_Exercise aim_. Your answer should consist only of the records, copied exactly, with the images removed.

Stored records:
---

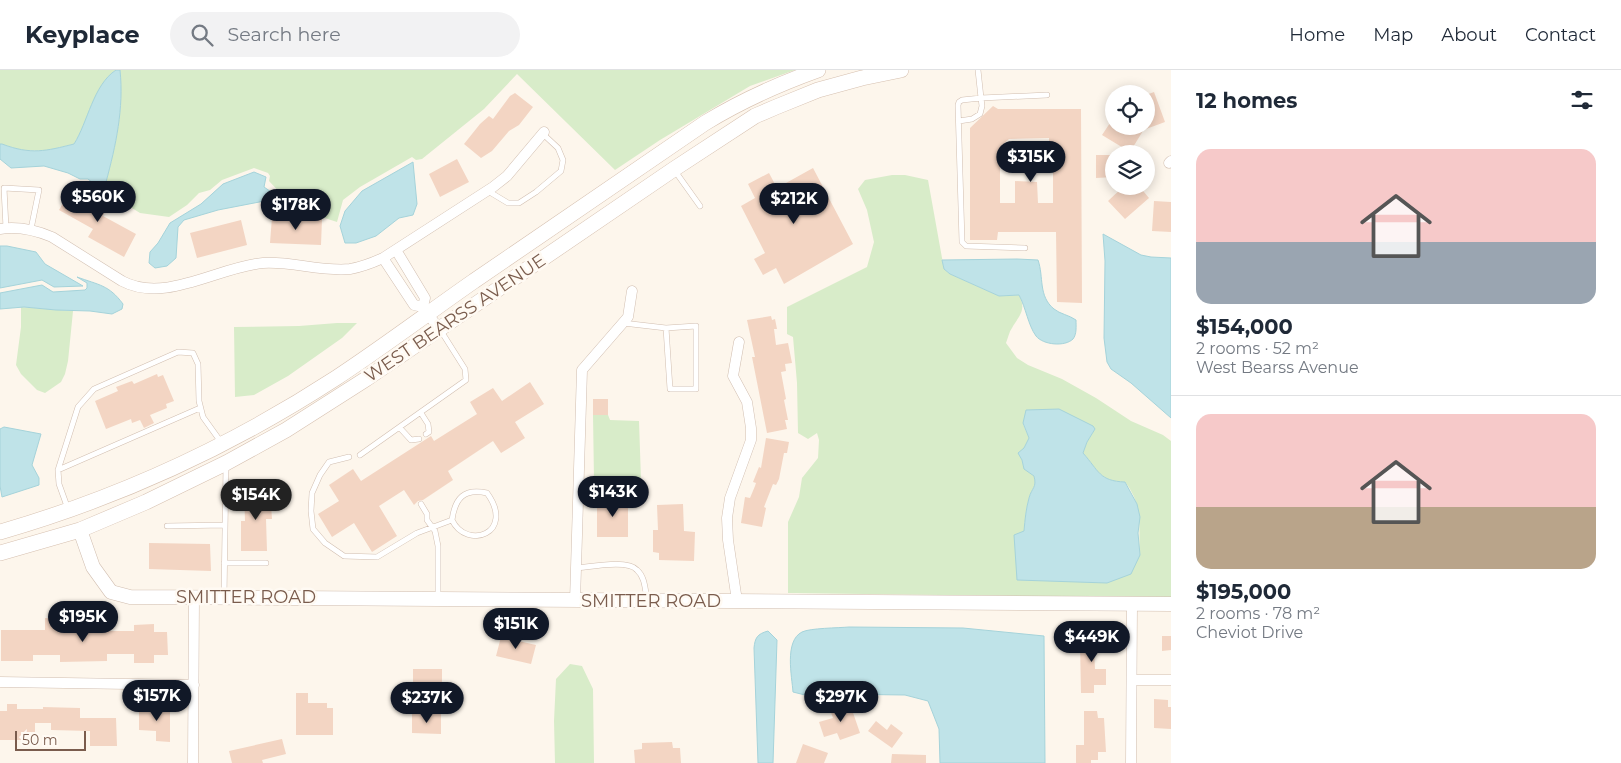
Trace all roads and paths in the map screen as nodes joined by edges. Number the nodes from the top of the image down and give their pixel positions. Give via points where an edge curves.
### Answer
1 (818, 70) edge
2 (901, 70) edge
3 (978, 70) edge
4 (1046, 95) dead end
5 (981, 98) junction
6 (745, 100) junction
7 (959, 121) junction
8 (543, 133) joint
9 (674, 169) junction
10 (487, 191) junction
11 (700, 206) dead end
12 (3, 228) edge
13 (31, 229) junction
14 (1026, 248) dead end
15 (396, 250) junction
16 (383, 258) junction
17 (632, 291) dead end
18 (425, 310) junction
19 (623, 323) junction
20 (666, 328) junction
21 (439, 329) junction
22 (739, 342) dead end
23 (200, 408) junction
24 (421, 413) junction
25 (400, 428) junction
26 (426, 434) dead end
27 (419, 439) dead end
28 (222, 444) junction
29 (360, 455) dead end
30 (349, 457) dead end
31 (226, 463) junction
32 (172, 468) junction
33 (58, 470) junction
34 (578, 486) junction
35 (629, 486) dead end
36 (421, 504) dead end
37 (68, 510) junction
38 (452, 520) junction
39 (225, 525) junction
40 (166, 526) dead end
41 (432, 526) junction
42 (80, 530) junction
43 (0, 532) edge
44 (0, 542) edge
45 (0, 553) edge
46 (224, 563) junction
47 (266, 563) dead end
48 (576, 568) junction
49 (194, 596) junction
50 (224, 596) junction
51 (438, 599) junction
52 (575, 601) junction
53 (647, 601) junction
54 (737, 602) junction
55 (1132, 604) junction
56 (1171, 604) edge
57 (1132, 680) junction
58 (1171, 680) edge
59 (0, 682) edge
60 (194, 684) junction
61 (193, 763) edge
62 (1131, 763) edge

1 - 6 main road, WEST BEARSS AVENUE
2 - 9 main road, WEST BEARSS AVENUE via 841,83 776,106 755,116
3 - 5 lane
4 - 5 lane
5 - 7 lane via 980,114
5 - 7 lane via 959,102
6 - 9 main road via 736,112 678,150
6 - 18 main road, WEST BEARSS AVENUE via 705,123
7 - 14 lane via 962,242 966,246
8 - 10 street via 507,176
8 - 10 lane via 558,148 563,160 561,170 520,203 508,203
9 - 11 lane
9 - 21 main road, WEST BEARSS AVENUE
10 - 15 street
12 - 13 street
12 - 13 lane via 4,188 39,190
13 - 16 street via 52,237 130,286 144,288 176,286 261,263 348,269
15 - 16 street
15 - 18 street via 425,298
16 - 18 street via 414,305
17 - 19 street via 628,317
18 - 21 street
18 - 28 main road, WEST BEARSS AVENUE via 328,382
19 - 20 lane
19 - 34 street via 582,370
20 - 20 lane via 670,389 696,389 696,326
21 - 24 lane via 465,369 466,380
21 - 31 main road, WEST BEARSS AVENUE via 319,410
22 - 54 street via 733,376 747,402 751,440 730,498 727,518
23 - 28 lane via 202,417
23 - 33 lane
23 - 33 lane via 198,364 193,354 178,352 94,389 78,407
24 - 25 lane
24 - 26 lane via 428,424
25 - 27 lane via 411,440
25 - 29 lane
28 - 32 main road, WEST BEARSS AVENUE
30 - 41 lane via 329,462 312,493 313,529 324,543 344,556 377,557
31 - 39 lane
31 - 42 main road, WEST BEARSS AVENUE
32 - 37 main road, WEST BEARSS AVENUE
32 - 42 main road via 159,482 92,511
33 - 37 lane
34 - 35 lane
34 - 48 street
36 - 41 lane
37 - 43 main road, WEST BEARSS AVENUE
37 - 44 main road via 60,522
38 - 38 lane via 456,528 467,535 479,536 489,532 496,525 494,502 487,493 476,490 466,493 457,501
38 - 41 lane
39 - 40 lane
39 - 46 lane
41 - 51 lane via 438,546
42 - 45 main road, WEST BEARSS AVENUE
42 - 49 street, SMITTER ROAD via 94,567 111,592 130,597
46 - 47 lane
46 - 50 lane
48 - 52 street
48 - 53 lane via 632,566 643,580
49 - 50 street, SMITTER ROAD
49 - 60 street
50 - 51 street, SMITTER ROAD
51 - 52 street, SMITTER ROAD
52 - 53 street, SMITTER ROAD
53 - 54 street, SMITTER ROAD
54 - 55 street, SMITTER ROAD
55 - 56 street, SMITTER ROAD
55 - 57 street
57 - 58 street
57 - 62 street
59 - 60 street
60 - 61 street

---

_Response to this task_.
Trace all roads and paths in the map screen as nodes joined by edges. Number the nodes from the top of the image down and give their pixel positions. Give via points where an edge curves.
### Answer
1 (818, 70) edge
2 (901, 70) edge
3 (978, 70) edge
4 (1046, 95) dead end
5 (981, 98) junction
6 (745, 100) junction
7 (959, 121) junction
8 (543, 133) joint
9 (674, 169) junction
10 (487, 191) junction
11 (700, 206) dead end
12 (3, 228) edge
13 (31, 229) junction
14 (1026, 248) dead end
15 (396, 250) junction
16 (383, 258) junction
17 (632, 291) dead end
18 (425, 310) junction
19 (623, 323) junction
20 (666, 328) junction
21 (439, 329) junction
22 (739, 342) dead end
23 (200, 408) junction
24 (421, 413) junction
25 (400, 428) junction
26 (426, 434) dead end
27 (419, 439) dead end
28 (222, 444) junction
29 (360, 455) dead end
30 (349, 457) dead end
31 (226, 463) junction
32 (172, 468) junction
33 (58, 470) junction
34 (578, 486) junction
35 (629, 486) dead end
36 (421, 504) dead end
37 (68, 510) junction
38 (452, 520) junction
39 (225, 525) junction
40 (166, 526) dead end
41 (432, 526) junction
42 (80, 530) junction
43 (0, 532) edge
44 (0, 542) edge
45 (0, 553) edge
46 (224, 563) junction
47 (266, 563) dead end
48 (576, 568) junction
49 (194, 596) junction
50 (224, 596) junction
51 (438, 599) junction
52 (575, 601) junction
53 (647, 601) junction
54 (737, 602) junction
55 (1132, 604) junction
56 (1171, 604) edge
57 (1132, 680) junction
58 (1171, 680) edge
59 (0, 682) edge
60 (194, 684) junction
61 (193, 763) edge
62 (1131, 763) edge

1 - 6 main road, WEST BEARSS AVENUE
2 - 9 main road, WEST BEARSS AVENUE via 841,83 776,106 755,116
3 - 5 lane
4 - 5 lane
5 - 7 lane via 980,114
5 - 7 lane via 959,102
6 - 9 main road via 736,112 678,150
6 - 18 main road, WEST BEARSS AVENUE via 705,123
7 - 14 lane via 962,242 966,246
8 - 10 street via 507,176
8 - 10 lane via 558,148 563,160 561,170 520,203 508,203
9 - 11 lane
9 - 21 main road, WEST BEARSS AVENUE
10 - 15 street
12 - 13 street
12 - 13 lane via 4,188 39,190
13 - 16 street via 52,237 130,286 144,288 176,286 261,263 348,269
15 - 16 street
15 - 18 street via 425,298
16 - 18 street via 414,305
17 - 19 street via 628,317
18 - 21 street
18 - 28 main road, WEST BEARSS AVENUE via 328,382
19 - 20 lane
19 - 34 street via 582,370
20 - 20 lane via 670,389 696,389 696,326
21 - 24 lane via 465,369 466,380
21 - 31 main road, WEST BEARSS AVENUE via 319,410
22 - 54 street via 733,376 747,402 751,440 730,498 727,518
23 - 28 lane via 202,417
23 - 33 lane
23 - 33 lane via 198,364 193,354 178,352 94,389 78,407
24 - 25 lane
24 - 26 lane via 428,424
25 - 27 lane via 411,440
25 - 29 lane
28 - 32 main road, WEST BEARSS AVENUE
30 - 41 lane via 329,462 312,493 313,529 324,543 344,556 377,557
31 - 39 lane
31 - 42 main road, WEST BEARSS AVENUE
32 - 37 main road, WEST BEARSS AVENUE
32 - 42 main road via 159,482 92,511
33 - 37 lane
34 - 35 lane
34 - 48 street
36 - 41 lane
37 - 43 main road, WEST BEARSS AVENUE
37 - 44 main road via 60,522
38 - 38 lane via 456,528 467,535 479,536 489,532 496,525 494,502 487,493 476,490 466,493 457,501
38 - 41 lane
39 - 40 lane
39 - 46 lane
41 - 51 lane via 438,546
42 - 45 main road, WEST BEARSS AVENUE
42 - 49 street, SMITTER ROAD via 94,567 111,592 130,597
46 - 47 lane
46 - 50 lane
48 - 52 street
48 - 53 lane via 632,566 643,580
49 - 50 street, SMITTER ROAD
49 - 60 street
50 - 51 street, SMITTER ROAD
51 - 52 street, SMITTER ROAD
52 - 53 street, SMITTER ROAD
53 - 54 street, SMITTER ROAD
54 - 55 street, SMITTER ROAD
55 - 56 street, SMITTER ROAD
55 - 57 street
57 - 58 street
57 - 62 street
59 - 60 street
60 - 61 street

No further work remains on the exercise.